Department of Applied Statistics, School of Social Science, Gachon University, Seongnam, Korea.
Medicine (Baltimore). 2023 Feb 10;102(6):e32883. doi: 10.1097/MD.0000000000032883.
Studies comparing the detection of clean mucosal areas in capsule endoscopy (CE) using human judgment versus artificial intelligence (AI) are rare. This study statistically analyzed gastroenterologist judgments and AI results. Three hundred CE video clips (100 patients) were prepared. Five gastroenterologists classified the video clips into 3 groups (≥75% [high], 50%-75% [middle], and < 50% [low]) according to their subjective judgment of cleanliness. Visualization scores were calculated using an AI algorithm based on the predicted visible area, and the 5 gastroenterologists' judgments and AI results were compared.

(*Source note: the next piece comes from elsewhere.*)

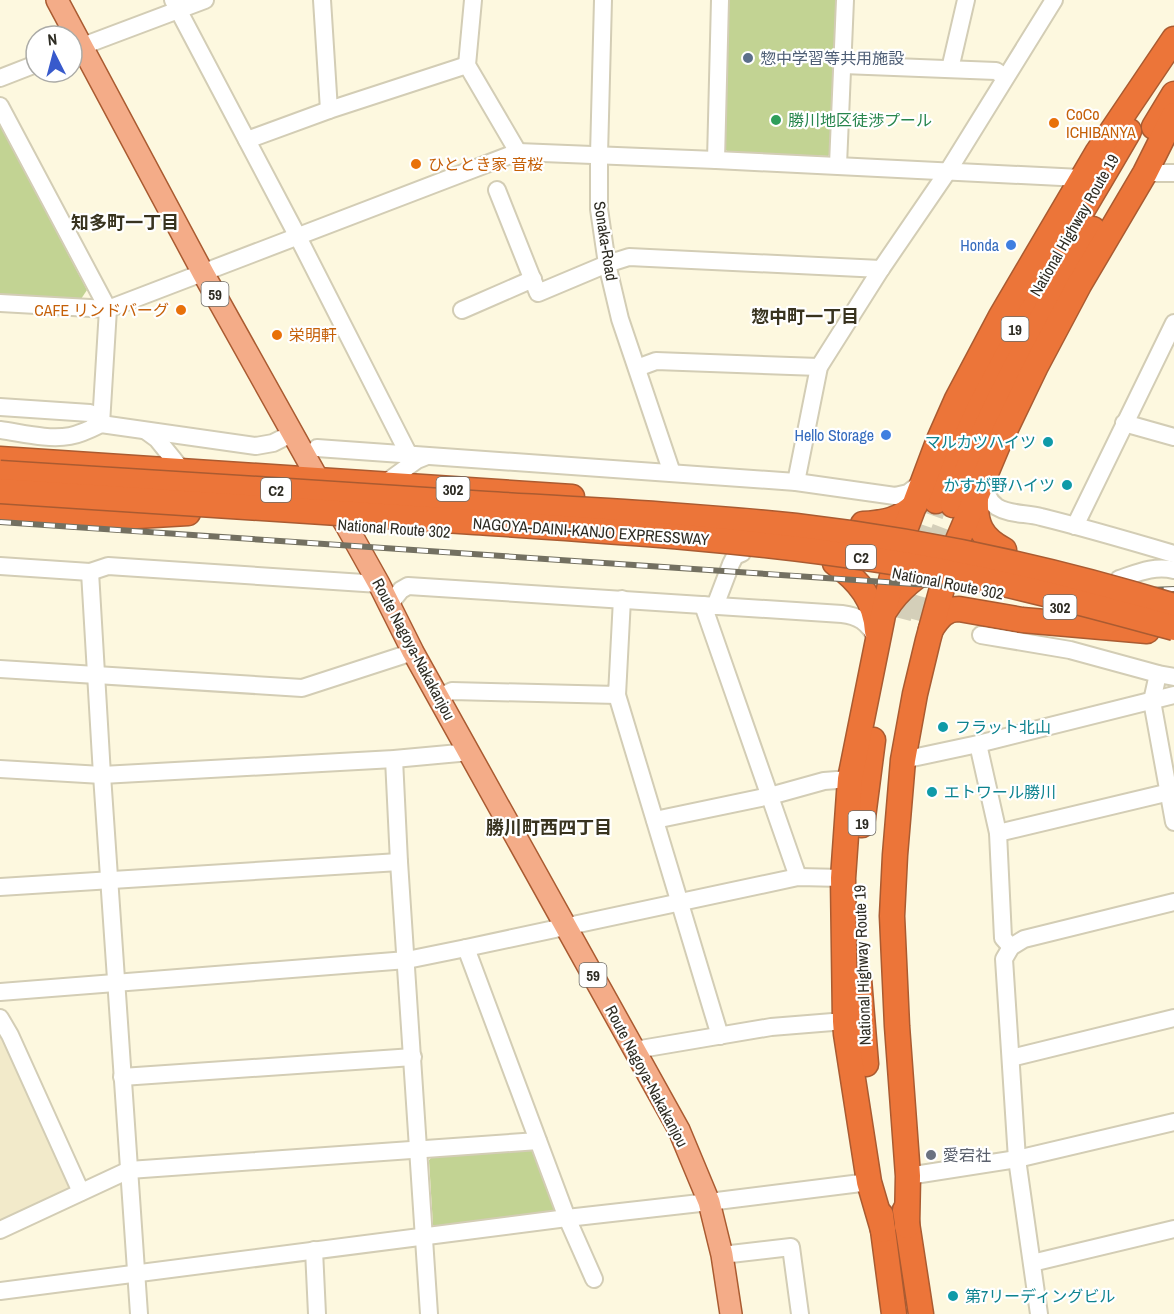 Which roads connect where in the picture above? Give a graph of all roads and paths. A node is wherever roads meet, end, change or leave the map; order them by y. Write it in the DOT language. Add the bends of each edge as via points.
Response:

The 5 gastroenterologists evaluated CE clip video quality as "high" in 10.7% to 36.7% and as "low" in 28.7% to 60.3% and 29.7% of cases, respectively. The AI evaluated CE clip video quality as "high" in 27.7% and as "low" in 29.7% of cases. Repeated-measures analysis of variance (ANOVA) revealed significant differences in the 6 evaluation indicators (5 gastroenterologists and 1 AI) (P < .001). Among the 300 judgments, 90 (30%) were consistent with 5 gastroenterologists' judgments, and 82 (91.1%) agreed with the AI judgments. The "high" and "low" judgments of the gastroenterologists and AI agreed in 95.0% and 94.9% of cases, respectively. Bonferroni's multiple comparison test showed no significant difference between 3 gastroenterologists and AI (P = .0961, P = 1.0000, and P = .0676, respectively) but a significant difference between the other 2 with AI (P < .0001). When evaluating CE images for cleanliness, the judgments of 5 gastroenterologists were relatively diverse. The AI produced a relatively universal judgment that was consistent with the gastroenterologists' judgements.
将胶囊内镜(CE)中清洁黏膜区域的检测结果与人工判断和人工智能(AI)进行比较的研究较为少见。本研究对胃肠病学家的判断和 AI 结果进行了统计学分析。准备了 300 个 CE 视频片段(100 例患者)。5 位胃肠病学家根据主观清洁程度将视频片段分为 3 组(≥75%[高]、50%-75%[中]和<50%[低])。使用基于预测可见区域的 AI 算法计算可视化评分,并比较 5 位胃肠病学家的判断和 AI 结果。5 位胃肠病学家分别评估 CE 夹视频质量为“高”(10.7%36.7%)和“低”(28.7%60.3%和 29.7%)。AI 评估 CE 夹视频质量为“高”(27.7%)和“低”(29.7%)。重复测量方差分析(ANOVA)显示,6 项评估指标(5 位胃肠病学家和 1 位 AI)之间存在显著差异(P<0.001)。在 300 次判断中,有 90 次(30%)与 5 位胃肠病学家的判断一致,有 82 次(91.1%)与 AI 判断一致。AI 与胃肠病学家在“高”和“低”判断方面的一致性分别为 95.0%和 94.9%。Bonferroni 多重比较检验显示,3 位胃肠病学家与 AI 之间无显著差异(P=0.0961、P=1.0000 和 P=0.0676),但另外 2 位与 AI 之间有显著差异(P<0.0001)。在评估 CE 图像的清洁度时,5 位胃肠病学家的判断相对多样化。AI 产生了相对普遍的判断,与胃肠病学家的判断一致。